## Extracted entries
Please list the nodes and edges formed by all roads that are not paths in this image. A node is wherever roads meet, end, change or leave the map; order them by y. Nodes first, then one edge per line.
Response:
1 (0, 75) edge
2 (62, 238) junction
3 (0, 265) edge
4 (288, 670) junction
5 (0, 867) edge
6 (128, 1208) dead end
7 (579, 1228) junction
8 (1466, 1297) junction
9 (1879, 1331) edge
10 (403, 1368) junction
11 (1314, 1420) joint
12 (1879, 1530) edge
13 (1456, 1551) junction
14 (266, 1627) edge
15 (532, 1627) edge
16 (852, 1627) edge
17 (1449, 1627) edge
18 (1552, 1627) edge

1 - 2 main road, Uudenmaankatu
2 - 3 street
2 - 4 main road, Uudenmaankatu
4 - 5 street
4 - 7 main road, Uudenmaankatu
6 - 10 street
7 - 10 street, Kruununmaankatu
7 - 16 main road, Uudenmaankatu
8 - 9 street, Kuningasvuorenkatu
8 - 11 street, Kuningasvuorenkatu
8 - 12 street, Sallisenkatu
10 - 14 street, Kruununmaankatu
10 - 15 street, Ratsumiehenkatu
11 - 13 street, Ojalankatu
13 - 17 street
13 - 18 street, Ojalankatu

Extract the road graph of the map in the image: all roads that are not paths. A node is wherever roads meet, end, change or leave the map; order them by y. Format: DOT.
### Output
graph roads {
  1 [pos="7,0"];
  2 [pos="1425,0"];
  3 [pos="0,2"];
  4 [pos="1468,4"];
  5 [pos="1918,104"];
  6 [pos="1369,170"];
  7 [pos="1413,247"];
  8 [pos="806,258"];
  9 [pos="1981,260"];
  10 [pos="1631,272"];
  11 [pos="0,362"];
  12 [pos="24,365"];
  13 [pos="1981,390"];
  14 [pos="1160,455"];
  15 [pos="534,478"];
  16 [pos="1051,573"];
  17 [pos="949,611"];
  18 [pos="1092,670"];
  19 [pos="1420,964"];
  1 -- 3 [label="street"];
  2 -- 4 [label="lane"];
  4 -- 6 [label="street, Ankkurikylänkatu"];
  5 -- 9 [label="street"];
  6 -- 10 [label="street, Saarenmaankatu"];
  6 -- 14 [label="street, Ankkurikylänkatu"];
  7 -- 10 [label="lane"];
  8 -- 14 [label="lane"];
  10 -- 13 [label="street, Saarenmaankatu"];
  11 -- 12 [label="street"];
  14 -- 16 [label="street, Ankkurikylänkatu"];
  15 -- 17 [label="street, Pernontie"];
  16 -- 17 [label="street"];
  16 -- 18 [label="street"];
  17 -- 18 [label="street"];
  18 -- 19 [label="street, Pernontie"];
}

## What is being asked
Line by line, repeat the listing exactly as written.

## Answer box
Please list the nodes and edges formed by all roads that are not paths in this image. A node is wherever roads meet, end, change or leave the map; order them by y. Nodes first, then one edge per line.
Response:
1 (0, 75) edge
2 (62, 238) junction
3 (0, 265) edge
4 (288, 670) junction
5 (0, 867) edge
6 (128, 1208) dead end
7 (579, 1228) junction
8 (1466, 1297) junction
9 (1879, 1331) edge
10 (403, 1368) junction
11 (1314, 1420) joint
12 (1879, 1530) edge
13 (1456, 1551) junction
14 (266, 1627) edge
15 (532, 1627) edge
16 (852, 1627) edge
17 (1449, 1627) edge
18 (1552, 1627) edge

1 - 2 main road, Uudenmaankatu
2 - 3 street
2 - 4 main road, Uudenmaankatu
4 - 5 street
4 - 7 main road, Uudenmaankatu
6 - 10 street
7 - 10 street, Kruununmaankatu
7 - 16 main road, Uudenmaankatu
8 - 9 street, Kuningasvuorenkatu
8 - 11 street, Kuningasvuorenkatu
8 - 12 street, Sallisenkatu
10 - 14 street, Kruununmaankatu
10 - 15 street, Ratsumiehenkatu
11 - 13 street, Ojalankatu
13 - 17 street
13 - 18 street, Ojalankatu

Extract the road graph of the map in the image: all roads that are not paths. A node is wherever roads meet, end, change or leave the map; order them by y. Format: DOT.
### Output
graph roads {
  1 [pos="7,0"];
  2 [pos="1425,0"];
  3 [pos="0,2"];
  4 [pos="1468,4"];
  5 [pos="1918,104"];
  6 [pos="1369,170"];
  7 [pos="1413,247"];
  8 [pos="806,258"];
  9 [pos="1981,260"];
  10 [pos="1631,272"];
  11 [pos="0,362"];
  12 [pos="24,365"];
  13 [pos="1981,390"];
  14 [pos="1160,455"];
  15 [pos="534,478"];
  16 [pos="1051,573"];
  17 [pos="949,611"];
  18 [pos="1092,670"];
  19 [pos="1420,964"];
  1 -- 3 [label="street"];
  2 -- 4 [label="lane"];
  4 -- 6 [label="street, Ankkurikylänkatu"];
  5 -- 9 [label="street"];
  6 -- 10 [label="street, Saarenmaankatu"];
  6 -- 14 [label="street, Ankkurikylänkatu"];
  7 -- 10 [label="lane"];
  8 -- 14 [label="lane"];
  10 -- 13 [label="street, Saarenmaankatu"];
  11 -- 12 [label="street"];
  14 -- 16 [label="street, Ankkurikylänkatu"];
  15 -- 17 [label="street, Pernontie"];
  16 -- 17 [label="street"];
  16 -- 18 [label="street"];
  17 -- 18 [label="street"];
  18 -- 19 [label="street, Pernontie"];
}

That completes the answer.